Restriction et consensus, à peine!

En juillet de l'année dernière, le Parti social-démocrate a exhorté deux partis d'opposition à coopérer sérieusement au processus de dialogue entre la République du Kosovo et la République de Serbie. En tout, demander une session extraordinaire pour l'adoption d'une résolution sur la nomination des responsabilités institutionnelles dans le processus. Nous avons refusé, nous n'avons pas reçu [...]
Qu'est-ce qu'on cherchait ? Il montre le titre de cette écriture! Restriction et consensus, à peine! Dialogue sous le contrôle et la responsabilité du Parlement!
Premièrement, avec la majorité nécessaire, nous avons proposé que l'Assemblée soit nommée dernièrement responsable de la gestion du processus de dialogue en tant qu'organe législatif et décisionnel le plus élevé. Ça ne se passait pas avant, ça se passait avec le PSD !
Deuxièmement, un processus bien équipé, une définition claire des rôles et de la responsabilité institutionnelle, une coordination des actions et des décisions par lesquelles la souveraineté, l'intégrité territoriale et institutionnelle de la République du Kosovo, les intérêts de l'État, l'ordre constitutionnel et le caractère unitaire ne peuvent être servis sans un consensus de tous les partis. C'est ce qu'on a demandé. Vote qualifié ! Deux tiers !
Troisièmement, nous avons proposé que la plate-forme d'État soit adoptée par les deux tiers du nombre total de députés. Principes d'établissement et positions consensuelles de l'État! Avec la réconciliation de tous les partis politiques ! Par 80 voix pour !
Le quatrième, l'hôte et l'hôte du dialogue seraient approuvés par des voix qualifiées, avec les deux tiers du nombre total de députés, et le Parlement conservait le droit de saisir les transporteurs et les transporteurs chaque fois qu'il estimait que les principes de base de la plate-forme étaient violés et que le processus risquait de sortir de son cadre.
Et la cinquième et la dernière créeraient une commission parlementaire spéciale chargée de suivre ce processus. Transparence totale avec la participation de la société civile.
Elle n'a pas été faite avec l'opposition, elle a été faite avec les partis politiques au pouvoir, une autre résolution, avec la majorité nécessaire! C'était l'occasion !
Lorsque la résolution a été adoptée en décembre de l'année dernière, l'un des principes principaux était la préservation de l'intégrité territoriale et le caractère unitaire de l'État du Kosovo, en défendant les intérêts stratégiques de notre République. Cette résolution a également clairement souligné que ses dérivés seraient l'adoption ultérieure d'une loi qui aurait le pouvoir de prendre des décisions par consensus et des limites claires dans le processus.

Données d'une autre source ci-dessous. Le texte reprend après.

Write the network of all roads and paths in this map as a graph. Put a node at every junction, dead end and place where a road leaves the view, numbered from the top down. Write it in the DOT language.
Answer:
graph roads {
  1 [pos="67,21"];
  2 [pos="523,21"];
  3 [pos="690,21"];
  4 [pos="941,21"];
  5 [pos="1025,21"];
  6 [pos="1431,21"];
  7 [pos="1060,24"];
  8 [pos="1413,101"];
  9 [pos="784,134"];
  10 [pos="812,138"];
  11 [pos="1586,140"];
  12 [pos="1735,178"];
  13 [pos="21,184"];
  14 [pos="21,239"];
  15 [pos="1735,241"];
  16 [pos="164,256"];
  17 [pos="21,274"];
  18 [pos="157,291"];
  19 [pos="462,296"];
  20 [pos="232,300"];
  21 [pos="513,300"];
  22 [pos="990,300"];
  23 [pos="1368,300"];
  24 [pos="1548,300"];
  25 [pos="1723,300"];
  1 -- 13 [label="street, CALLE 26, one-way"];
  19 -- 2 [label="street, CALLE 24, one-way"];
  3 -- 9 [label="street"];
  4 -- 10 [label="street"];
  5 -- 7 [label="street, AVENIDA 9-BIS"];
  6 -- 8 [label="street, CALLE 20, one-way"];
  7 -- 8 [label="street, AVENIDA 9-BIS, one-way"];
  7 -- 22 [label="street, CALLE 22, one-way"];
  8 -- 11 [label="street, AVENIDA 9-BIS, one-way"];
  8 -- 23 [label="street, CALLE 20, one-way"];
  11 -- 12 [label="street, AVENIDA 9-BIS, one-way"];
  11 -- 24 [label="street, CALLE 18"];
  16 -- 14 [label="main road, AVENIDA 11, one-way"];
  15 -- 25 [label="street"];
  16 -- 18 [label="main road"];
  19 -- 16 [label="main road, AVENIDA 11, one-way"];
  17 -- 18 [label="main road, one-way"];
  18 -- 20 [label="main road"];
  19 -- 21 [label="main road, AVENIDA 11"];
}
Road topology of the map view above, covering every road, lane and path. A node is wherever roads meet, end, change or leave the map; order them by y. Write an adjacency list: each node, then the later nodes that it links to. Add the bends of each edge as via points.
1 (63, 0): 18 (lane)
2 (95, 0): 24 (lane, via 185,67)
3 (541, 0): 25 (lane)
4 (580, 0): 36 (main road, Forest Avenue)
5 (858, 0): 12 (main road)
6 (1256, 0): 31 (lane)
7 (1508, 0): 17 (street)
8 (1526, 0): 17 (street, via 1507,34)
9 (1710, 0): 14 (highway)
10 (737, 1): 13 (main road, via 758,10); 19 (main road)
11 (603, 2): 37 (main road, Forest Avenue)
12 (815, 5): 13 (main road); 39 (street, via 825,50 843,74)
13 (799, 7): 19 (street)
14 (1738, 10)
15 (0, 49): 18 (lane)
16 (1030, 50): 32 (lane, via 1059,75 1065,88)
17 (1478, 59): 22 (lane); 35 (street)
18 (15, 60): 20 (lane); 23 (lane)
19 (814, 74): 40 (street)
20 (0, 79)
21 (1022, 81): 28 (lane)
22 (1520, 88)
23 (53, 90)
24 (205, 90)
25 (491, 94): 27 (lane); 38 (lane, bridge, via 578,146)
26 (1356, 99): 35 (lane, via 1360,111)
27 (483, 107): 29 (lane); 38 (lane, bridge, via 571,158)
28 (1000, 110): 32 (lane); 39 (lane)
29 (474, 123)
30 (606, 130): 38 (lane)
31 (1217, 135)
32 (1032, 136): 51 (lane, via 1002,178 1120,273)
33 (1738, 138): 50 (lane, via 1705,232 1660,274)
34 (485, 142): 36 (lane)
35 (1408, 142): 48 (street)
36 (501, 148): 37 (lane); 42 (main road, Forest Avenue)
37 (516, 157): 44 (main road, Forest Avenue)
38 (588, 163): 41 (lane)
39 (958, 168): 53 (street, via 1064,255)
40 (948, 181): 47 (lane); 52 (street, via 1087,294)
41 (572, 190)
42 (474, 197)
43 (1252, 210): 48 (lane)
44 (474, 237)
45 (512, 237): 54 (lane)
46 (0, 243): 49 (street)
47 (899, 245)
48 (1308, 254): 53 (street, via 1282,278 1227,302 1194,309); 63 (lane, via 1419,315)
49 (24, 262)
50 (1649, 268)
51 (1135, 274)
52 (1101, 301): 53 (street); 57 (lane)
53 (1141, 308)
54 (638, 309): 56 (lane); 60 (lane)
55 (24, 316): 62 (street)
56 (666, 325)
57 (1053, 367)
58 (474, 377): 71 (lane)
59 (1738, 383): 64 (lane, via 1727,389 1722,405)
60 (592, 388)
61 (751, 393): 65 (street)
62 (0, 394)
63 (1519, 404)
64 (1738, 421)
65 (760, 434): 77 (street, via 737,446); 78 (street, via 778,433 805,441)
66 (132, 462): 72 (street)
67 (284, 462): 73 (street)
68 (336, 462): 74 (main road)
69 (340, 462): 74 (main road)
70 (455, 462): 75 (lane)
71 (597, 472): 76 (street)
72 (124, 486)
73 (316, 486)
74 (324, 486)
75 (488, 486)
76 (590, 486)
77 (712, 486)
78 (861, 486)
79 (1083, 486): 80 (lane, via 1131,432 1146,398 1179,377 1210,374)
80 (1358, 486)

Maintenant, je reviens, très brièvement, la loi déclarée incompatible avec la Constitution.
Premièrement, il n'y aurait pas d'initiative pour ce projet de loi si ce n'était pour ce rapport actuel des forces politiques à l'Assemblée. Le pouvoir de la coalition au pouvoir a permis ce rapport! Si c'était un autre rapport, nous n'aurions pas demandé ! On l'a utilisé, pas utilisé LDK ou LV !

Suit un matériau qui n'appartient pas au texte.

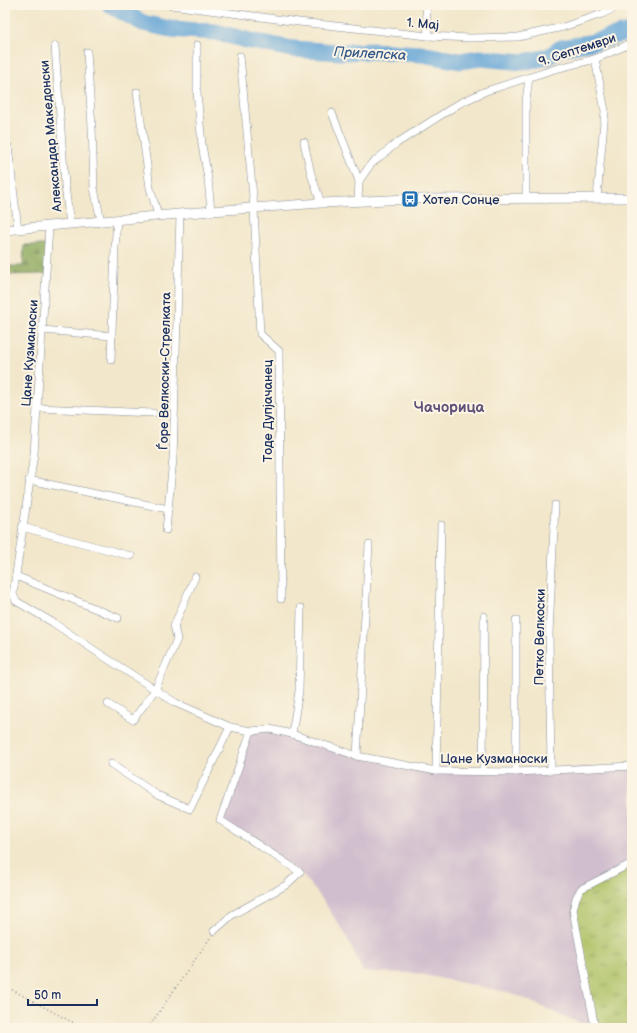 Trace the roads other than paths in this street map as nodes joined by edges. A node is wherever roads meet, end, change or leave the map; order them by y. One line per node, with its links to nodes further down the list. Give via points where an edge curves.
1 (171, 5): 4 (street, 1. Мај)
2 (426, 5): 4 (street)
3 (621, 5): 4 (street, 1. Мај, via 563,27 518,37)
4 (428, 36)
5 (632, 43): 10 (street, 9. Септември)
6 (197, 45): 23 (street, via 197,92)
7 (55, 46): 28 (street, Александар Македонски)
8 (87, 52): 27 (street, via 94,188)
9 (240, 56): 22 (street)
10 (595, 59): 11 (street, 9. Септември); 18 (street, via 605,111)
11 (529, 78): 16 (street, via 486,91 460,103 397,143 371,164); 17 (street, via 526,101)
12 (137, 92): 25 (street, via 150,188)
13 (332, 113): 16 (street)
14 (304, 142): 21 (street)
15 (8, 146): 30 (street)
16 (359, 181): 20 (street)
17 (526, 198): 18 (street, Александар Македонски); 20 (street, Александар Македонски, via 410,198)
18 (597, 198): 19 (street, Александар Македонски)
19 (632, 198)
20 (358, 201): 21 (street, Александар Македонски)
21 (321, 203): 22 (street, Александар Македонски)
22 (254, 208): 23 (street, Александар Македонски); 48 (street, Тоде Дупјачанец, via 260,334 279,351)
23 (211, 211): 24 (street, Александар Македонски)
24 (180, 214): 25 (street, Александар Македонски); 39 (street, Ѓоре Велкоски-Стрелката, via 173,459)
25 (158, 215): 26 (street, Александар Македонски)
26 (118, 219): 27 (street, Александар Македонски); 33 (street)
27 (100, 221): 28 (street, Александар Македонски)
28 (70, 224): 29 (street, Александар Македонски)
29 (49, 227): 30 (street, Александар Македонски); 32 (street, Цане Кузманоски)
30 (18, 229): 31 (street, Александар Македонски)
31 (5, 230)
32 (42, 330): 33 (street); 35 (street, Цане Кузманоски)
33 (112, 336): 34 (street)
34 (111, 360)
35 (38, 408): 36 (street); 37 (street, Цане Кузманоски)
36 (153, 413)
37 (29, 480): 39 (street); 41 (street, Цане Кузманоски)
38 (555, 505): 61 (street, Петко Велкоски, via 549,633)
39 (168, 509): 42 (street, Ѓоре Велкоски-Стрелката)
40 (440, 525): 62 (street)
41 (22, 527): 44 (street); 45 (street, Цане Кузманоски)
42 (166, 530)
43 (369, 545): 58 (street)
44 (131, 556)
45 (16, 576): 47 (street, Цане Кузманоски); 51 (street)
46 (195, 577): 53 (street, via 174,626 177,639)
47 (9, 594): 53 (street, Цане Кузманоски, via 16,601)
48 (281, 599)
49 (301, 608): 57 (street, via 300,691)
50 (484, 616): 63 (street)
51 (118, 618)
52 (516, 620): 64 (street, Петко Велкоски)
53 (155, 690): 54 (street, via 133,720); 55 (street, Цане Кузманоски)
54 (108, 704)
55 (230, 727): 56 (street, Цане Кузманоски); 59 (street, via 190,810 157,795)
56 (251, 732): 57 (street, Цане Кузманоски, via 270,729); 66 (street, via 220,820 300,872 286,885 232,915)
57 (292, 734): 58 (street, Цане Кузманоски)
58 (357, 756): 62 (street, Цане Кузманоски)
59 (111, 764)
60 (632, 766): 61 (street, Цане Кузманоски)
61 (551, 770): 64 (street, Цане Кузманоски)
62 (436, 771): 63 (street, Цане Кузманоски)
63 (483, 771): 64 (street, Цане Кузманоски)
64 (516, 772)
65 (632, 863): 67 (street, via 581,889 573,910)
66 (214, 931)
67 (595, 1028)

Deuxièmement, lorsque le projet de loi a été rédigé, le Parti social-démocrate a clairement indiqué qu'il n'entrerait pas dans un processus sans compétence. Si ce n'est pas le cas, quel besoin devons-nous faire partie du gymnase d'autres institutions?
Troisièmement, la loi était toute une procédure spéciale - spéciale. Elle a réglementé le fonctionnement de la délégation d'État en définissant sa structure organisationnelle, son activité, ses compétences et ses responsabilités. Dans ce sens, la loi a clairement défini le lien que la délégation maintiendrait avec les autres institutions constitutionnelles. La délégation serait la seule entité habilitée à négocier et à conclure des accords pendant le processus de dialogue.
Quatrièmement, le plus important, la restriction et le consensus! Le rôle du premier ministre et du président dans le processus de dialogue était strictement et de façon procédurale limité. Décision consensuelle, sinon, prise à la majorité qualifiée! Deux tiers ! Coordination, coordination, co-représentation, co-membres et rapports au Parlement. Telle est la délégation. Alors que la Cour constitutionnelle n'a rien dit de plus que ce qui est fondé sur la Constitution. Nous le savions ! Ce qu'on sait, la constitutionnalité n'a jamais été le processus qui est resté statique pour toujours. Ce qui est connu, le processus de dialogue est devenu zéro!